[Opening Exercise input section]
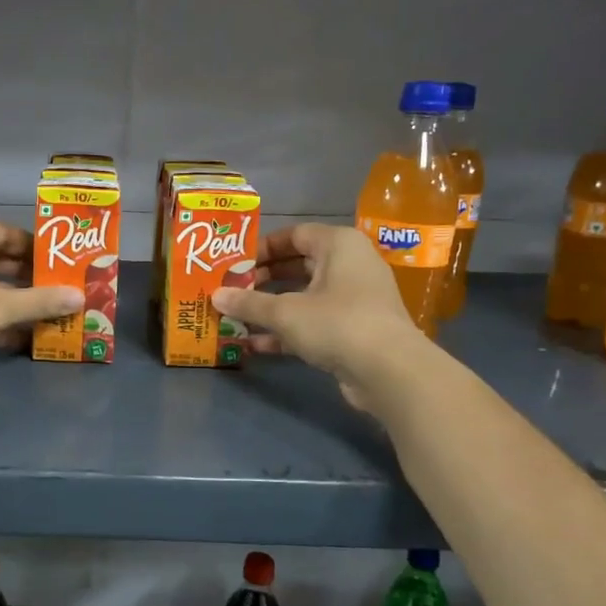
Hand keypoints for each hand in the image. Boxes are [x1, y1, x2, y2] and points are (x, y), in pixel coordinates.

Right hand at [212, 223, 431, 410]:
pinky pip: (313, 322)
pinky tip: (256, 345)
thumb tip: (216, 296)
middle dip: (262, 280)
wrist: (389, 371)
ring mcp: (354, 300)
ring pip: (304, 297)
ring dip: (271, 308)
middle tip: (231, 290)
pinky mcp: (354, 331)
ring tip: (236, 317)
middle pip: (298, 265)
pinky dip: (287, 331)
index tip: (234, 263)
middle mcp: (349, 265)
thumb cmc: (337, 323)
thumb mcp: (285, 312)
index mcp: (338, 245)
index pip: (295, 234)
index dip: (262, 247)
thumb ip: (248, 303)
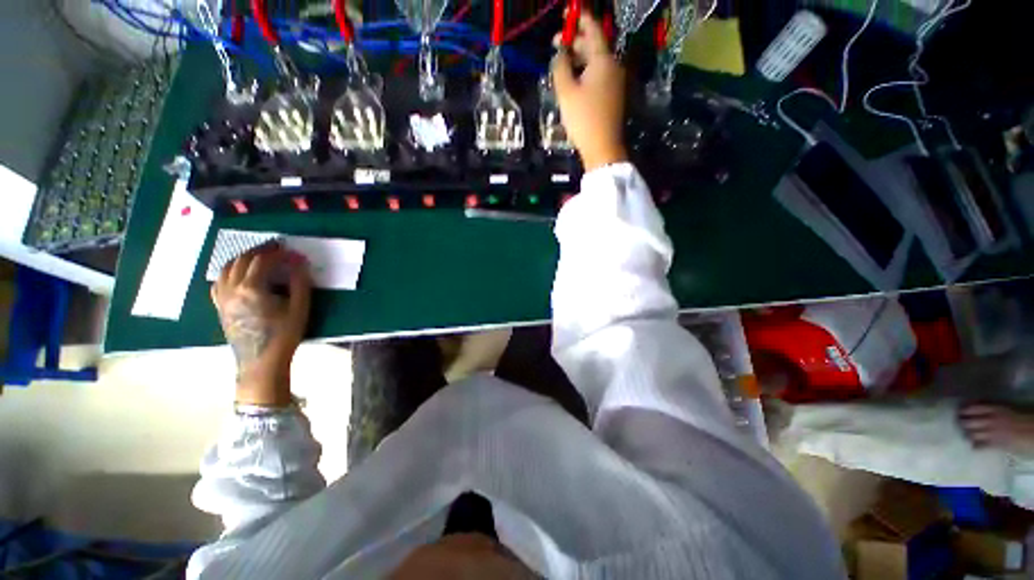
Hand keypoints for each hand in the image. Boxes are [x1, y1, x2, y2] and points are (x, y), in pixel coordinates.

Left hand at [211, 244, 311, 406]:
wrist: (261, 362)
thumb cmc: (284, 335)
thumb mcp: (299, 308)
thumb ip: (299, 283)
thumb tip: (299, 262)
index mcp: (252, 288)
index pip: (262, 260)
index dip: (277, 252)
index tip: (290, 249)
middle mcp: (232, 288)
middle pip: (242, 260)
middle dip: (259, 250)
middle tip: (275, 246)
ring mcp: (222, 297)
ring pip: (227, 268)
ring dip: (242, 257)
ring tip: (257, 255)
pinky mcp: (219, 306)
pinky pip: (219, 281)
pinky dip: (229, 271)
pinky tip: (238, 273)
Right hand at [551, 14, 627, 171]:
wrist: (603, 148)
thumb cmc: (583, 118)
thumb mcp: (566, 92)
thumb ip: (560, 67)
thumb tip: (559, 53)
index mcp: (603, 59)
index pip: (592, 29)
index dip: (579, 19)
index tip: (568, 14)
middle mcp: (613, 66)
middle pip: (594, 46)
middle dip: (575, 42)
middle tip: (556, 44)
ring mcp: (615, 82)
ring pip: (596, 62)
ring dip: (579, 59)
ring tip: (562, 64)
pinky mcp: (614, 96)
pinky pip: (599, 76)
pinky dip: (586, 73)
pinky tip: (574, 80)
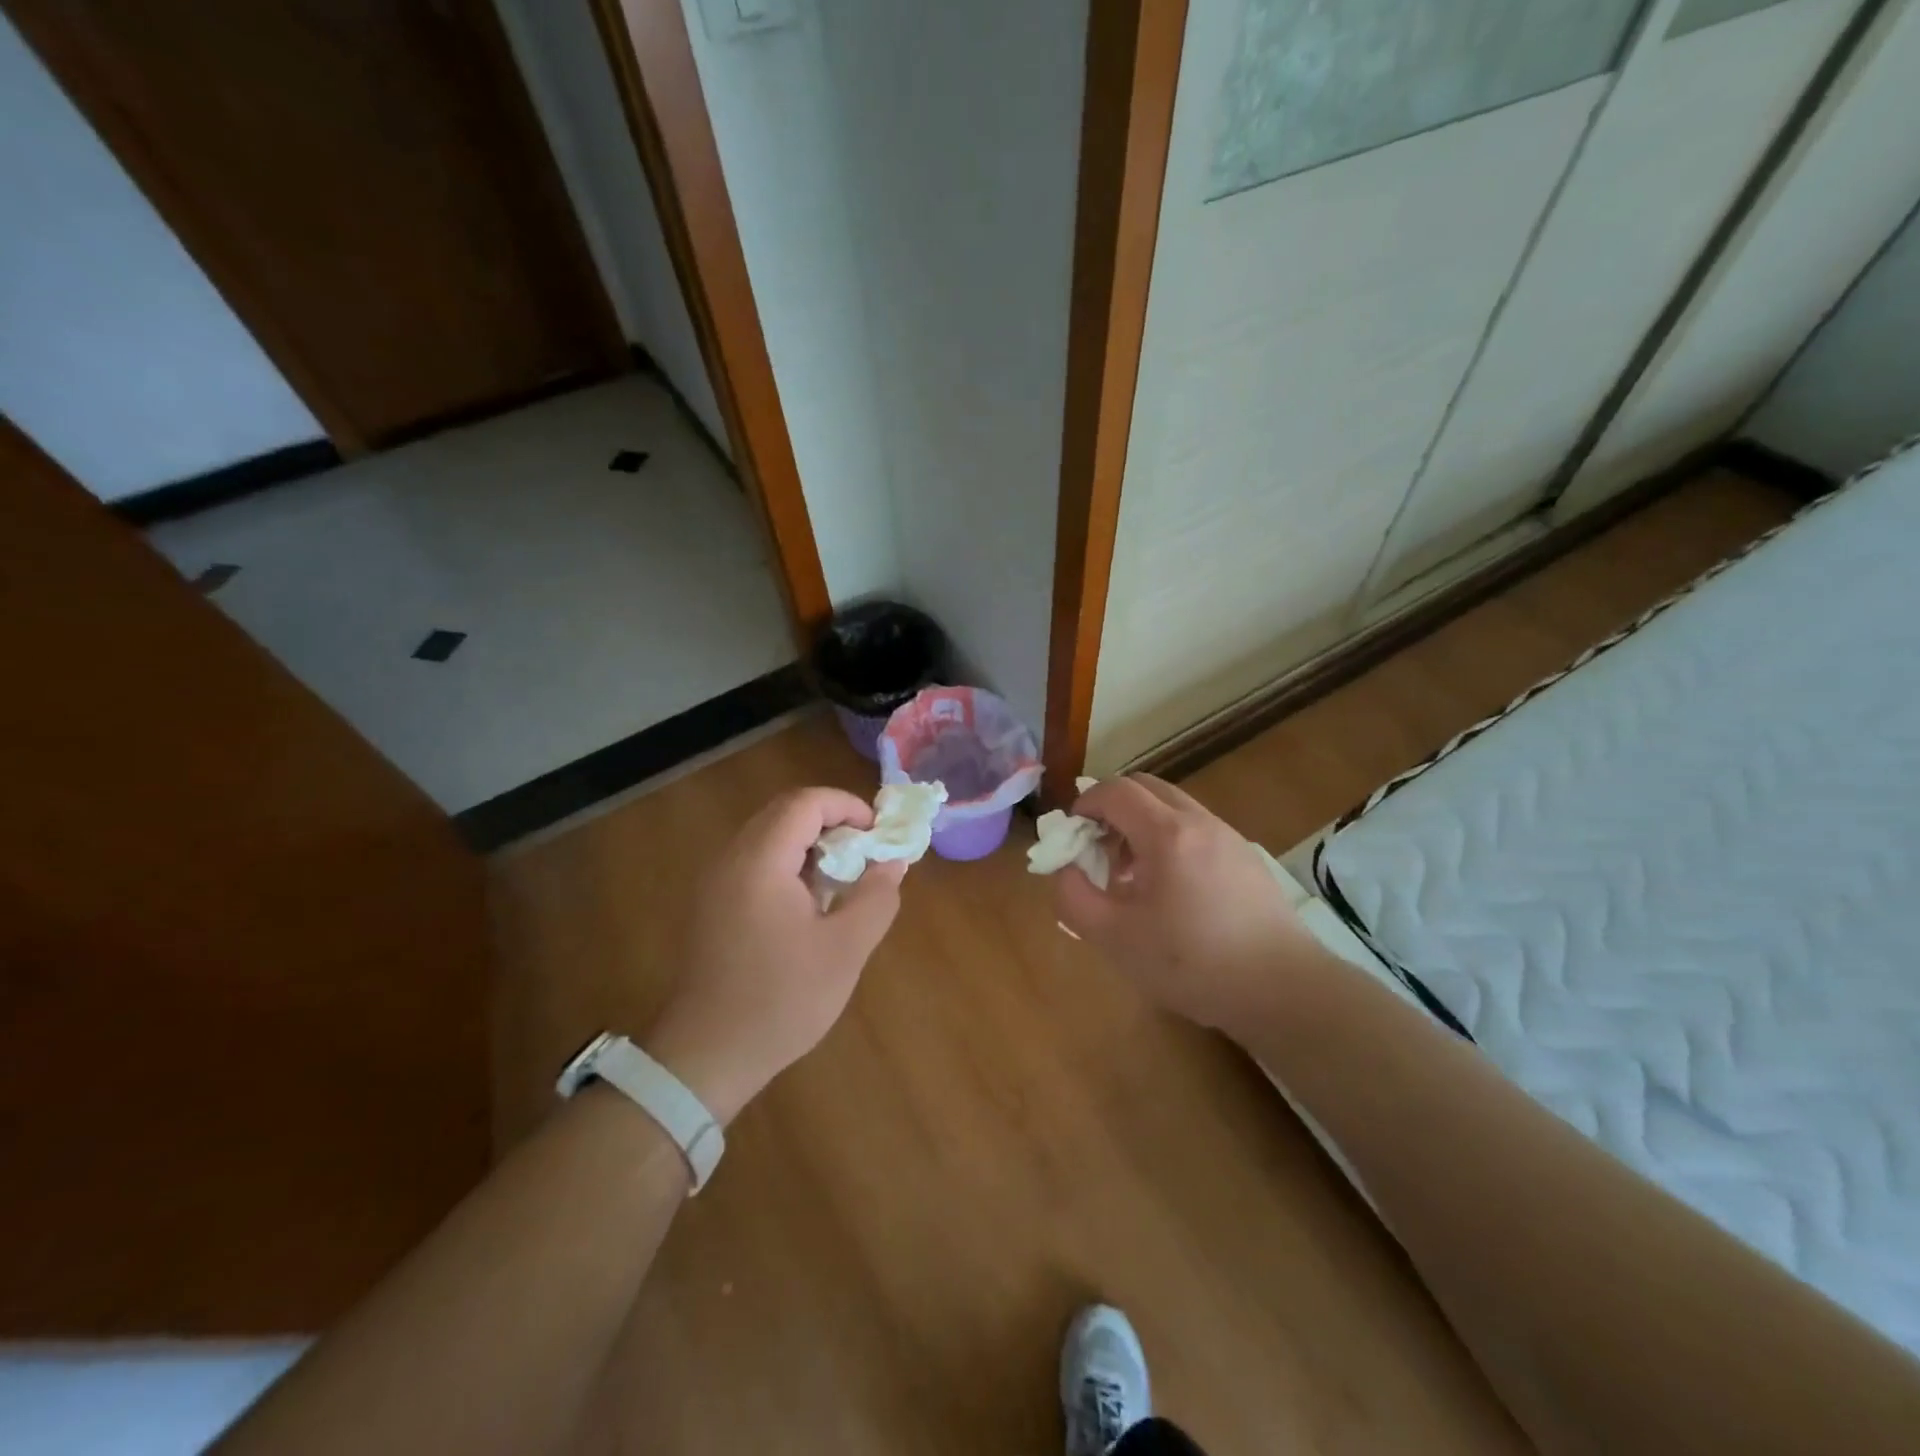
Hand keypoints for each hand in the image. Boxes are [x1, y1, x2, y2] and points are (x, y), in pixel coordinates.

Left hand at [644, 788, 905, 1124]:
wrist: (707, 1055)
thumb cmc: (781, 1000)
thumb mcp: (845, 949)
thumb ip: (876, 897)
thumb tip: (892, 861)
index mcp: (760, 861)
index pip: (805, 803)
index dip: (847, 806)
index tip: (878, 834)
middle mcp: (731, 859)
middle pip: (785, 813)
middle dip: (832, 822)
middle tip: (866, 852)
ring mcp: (716, 882)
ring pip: (769, 836)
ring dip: (811, 843)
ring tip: (844, 877)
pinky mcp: (713, 904)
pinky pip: (756, 862)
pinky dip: (790, 864)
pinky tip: (811, 903)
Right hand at [1055, 775, 1321, 1033]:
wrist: (1282, 989)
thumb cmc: (1192, 963)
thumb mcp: (1115, 938)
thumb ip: (1074, 897)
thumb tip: (1065, 869)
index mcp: (1167, 834)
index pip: (1115, 790)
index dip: (1085, 804)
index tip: (1072, 836)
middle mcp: (1199, 821)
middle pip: (1145, 787)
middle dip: (1112, 808)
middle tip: (1098, 850)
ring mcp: (1228, 836)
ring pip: (1172, 807)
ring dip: (1140, 825)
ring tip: (1131, 875)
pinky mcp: (1246, 857)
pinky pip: (1195, 829)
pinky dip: (1169, 839)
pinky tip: (1170, 891)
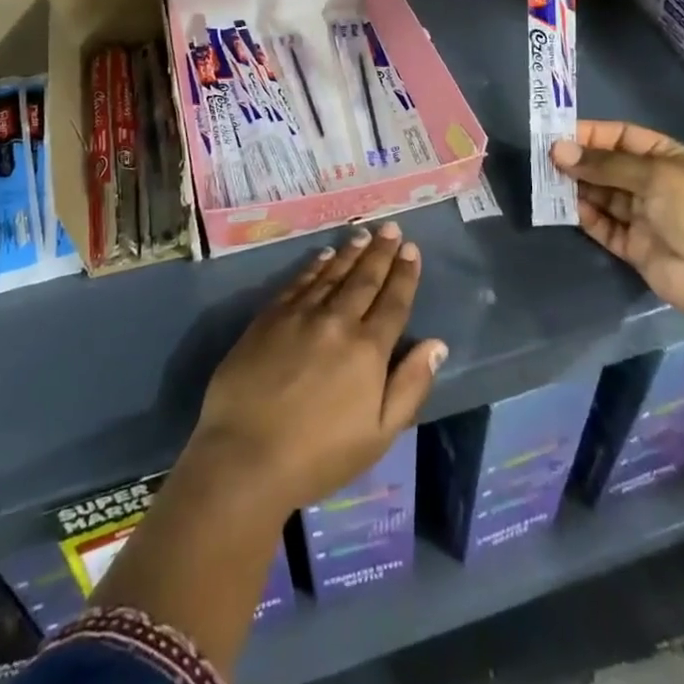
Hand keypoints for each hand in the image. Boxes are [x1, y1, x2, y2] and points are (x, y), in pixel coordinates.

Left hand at [186, 221, 446, 514]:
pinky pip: (299, 281)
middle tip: (391, 227)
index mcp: (368, 350)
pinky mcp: (270, 317)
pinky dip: (315, 265)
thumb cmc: (319, 455)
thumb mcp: (379, 434)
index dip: (404, 274)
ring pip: (333, 274)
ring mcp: (301, 314)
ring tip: (363, 234)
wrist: (246, 455)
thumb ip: (410, 386)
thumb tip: (437, 344)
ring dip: (350, 252)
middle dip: (381, 252)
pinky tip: (324, 255)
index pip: (393, 302)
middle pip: (365, 279)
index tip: (411, 249)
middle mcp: (338, 321)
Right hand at [551, 121, 683, 321]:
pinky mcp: (632, 244)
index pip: (621, 137)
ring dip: (576, 187)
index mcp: (666, 158)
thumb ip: (604, 164)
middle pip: (607, 165)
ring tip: (547, 181)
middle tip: (544, 159)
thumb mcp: (654, 175)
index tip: (556, 135)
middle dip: (578, 161)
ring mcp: (642, 215)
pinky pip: (602, 224)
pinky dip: (584, 215)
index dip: (590, 134)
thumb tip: (558, 151)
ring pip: (600, 194)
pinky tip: (566, 208)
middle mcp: (652, 183)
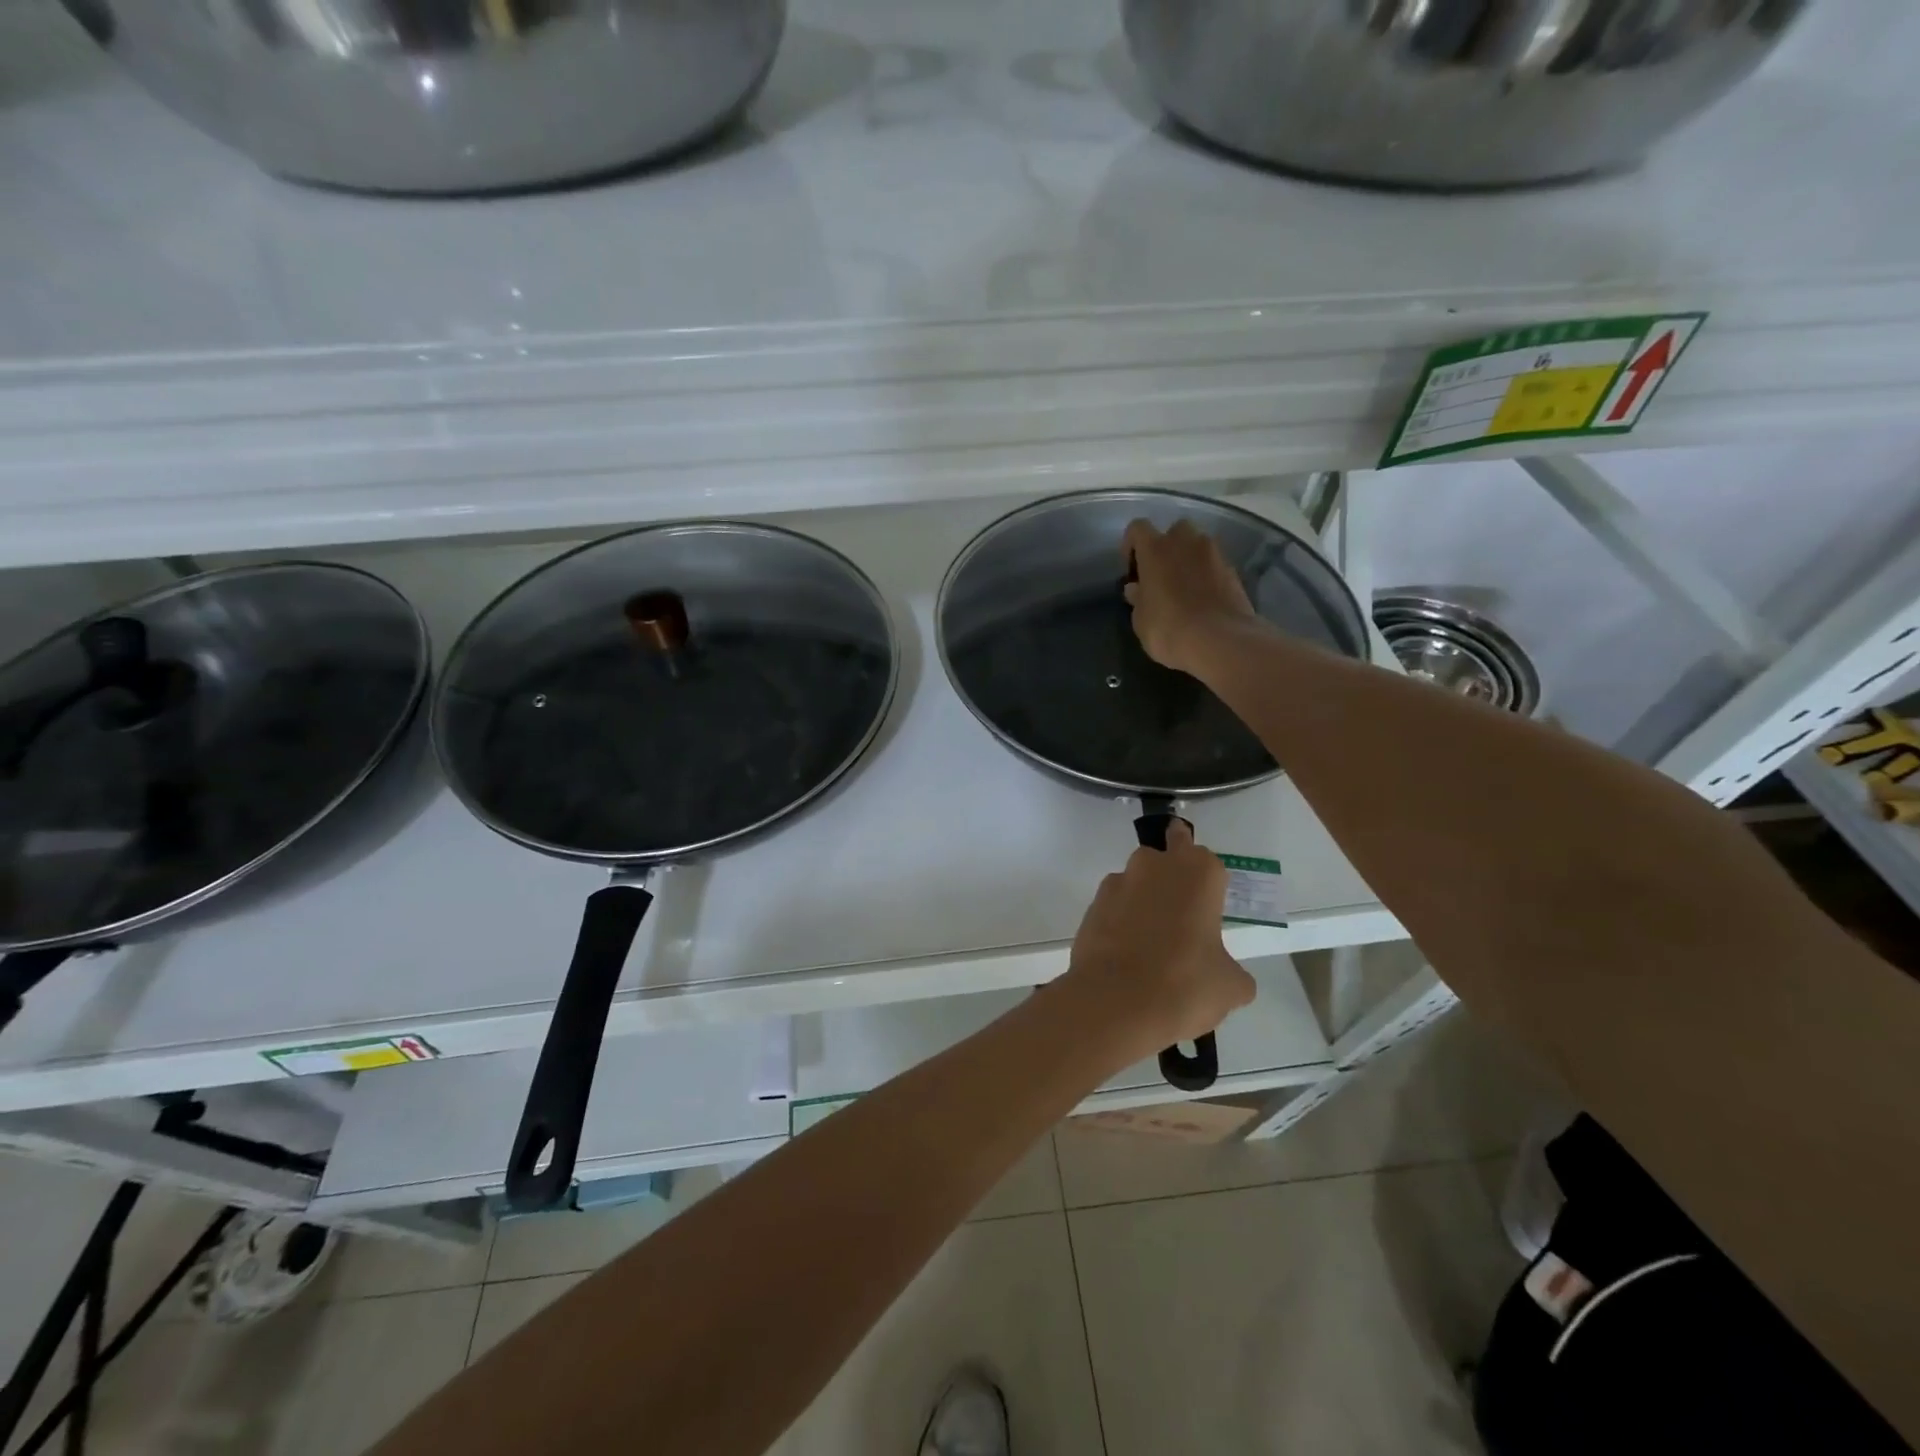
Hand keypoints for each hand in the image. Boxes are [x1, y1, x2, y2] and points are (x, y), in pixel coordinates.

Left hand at [1060, 818, 1255, 1062]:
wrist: (1114, 1002)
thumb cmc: (1185, 984)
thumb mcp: (1230, 986)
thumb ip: (1231, 969)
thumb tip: (1225, 974)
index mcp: (1198, 872)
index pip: (1205, 859)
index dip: (1206, 881)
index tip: (1206, 904)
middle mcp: (1155, 865)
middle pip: (1166, 859)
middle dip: (1171, 879)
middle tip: (1180, 918)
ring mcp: (1118, 882)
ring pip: (1136, 881)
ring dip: (1144, 901)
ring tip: (1151, 944)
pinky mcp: (1092, 905)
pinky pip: (1114, 906)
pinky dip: (1120, 921)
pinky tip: (1127, 954)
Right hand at [1122, 518, 1260, 676]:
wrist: (1221, 641)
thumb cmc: (1168, 629)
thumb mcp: (1141, 620)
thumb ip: (1138, 599)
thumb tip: (1136, 589)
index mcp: (1155, 549)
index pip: (1137, 528)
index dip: (1131, 546)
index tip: (1132, 570)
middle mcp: (1185, 541)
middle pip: (1173, 531)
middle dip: (1167, 548)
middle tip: (1161, 575)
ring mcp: (1214, 554)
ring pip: (1197, 546)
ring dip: (1189, 560)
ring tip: (1184, 588)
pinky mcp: (1233, 570)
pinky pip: (1214, 565)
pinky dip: (1207, 575)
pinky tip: (1203, 600)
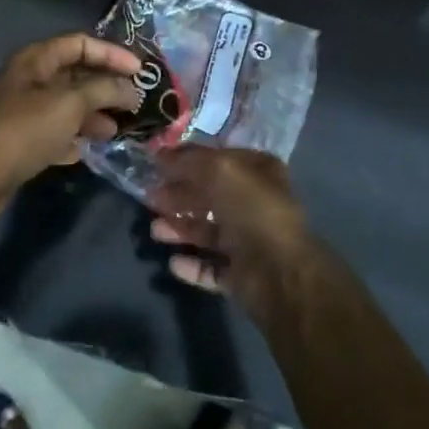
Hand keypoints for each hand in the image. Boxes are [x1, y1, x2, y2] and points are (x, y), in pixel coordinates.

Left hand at [0, 33, 143, 215]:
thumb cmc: (25, 130)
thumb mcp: (70, 103)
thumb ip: (104, 90)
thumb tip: (130, 89)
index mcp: (36, 60)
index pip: (80, 44)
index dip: (111, 54)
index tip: (140, 71)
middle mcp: (30, 81)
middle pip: (75, 75)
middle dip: (106, 87)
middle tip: (135, 102)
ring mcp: (25, 112)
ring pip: (68, 106)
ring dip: (93, 115)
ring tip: (117, 130)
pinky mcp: (23, 142)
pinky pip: (56, 133)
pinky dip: (74, 138)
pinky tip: (89, 150)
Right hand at [149, 147, 330, 317]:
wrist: (279, 272)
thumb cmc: (252, 210)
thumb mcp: (219, 171)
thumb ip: (187, 161)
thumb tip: (158, 154)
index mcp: (258, 173)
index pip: (218, 160)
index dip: (188, 160)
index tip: (156, 164)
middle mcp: (256, 204)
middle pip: (210, 196)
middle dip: (179, 195)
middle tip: (150, 198)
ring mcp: (250, 241)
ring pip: (208, 232)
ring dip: (180, 229)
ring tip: (156, 230)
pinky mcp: (242, 275)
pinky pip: (211, 267)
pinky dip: (192, 265)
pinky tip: (174, 262)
[Closing Exercise input section]
What you need to do: Leave out the pictures. Return exactly the lines from the first line of the records to the line bearing "pinky mcp: (354, 331)", inclusive.

Response below:
Hand keypoints for each hand in the image. Boxes are [x1, y1, x2, y2] and points are (x, y), in pixel coordinates.

Right hand at [212, 223, 431, 410]:
pinky pip: (313, 322)
pinky tip: (256, 345)
thumb tip: (216, 296)
middle dip: (262, 280)
wrist: (389, 371)
ring mcp: (354, 300)
ring pip: (304, 297)
ring dip: (271, 308)
middle tip: (231, 290)
pinky mcp: (354, 331)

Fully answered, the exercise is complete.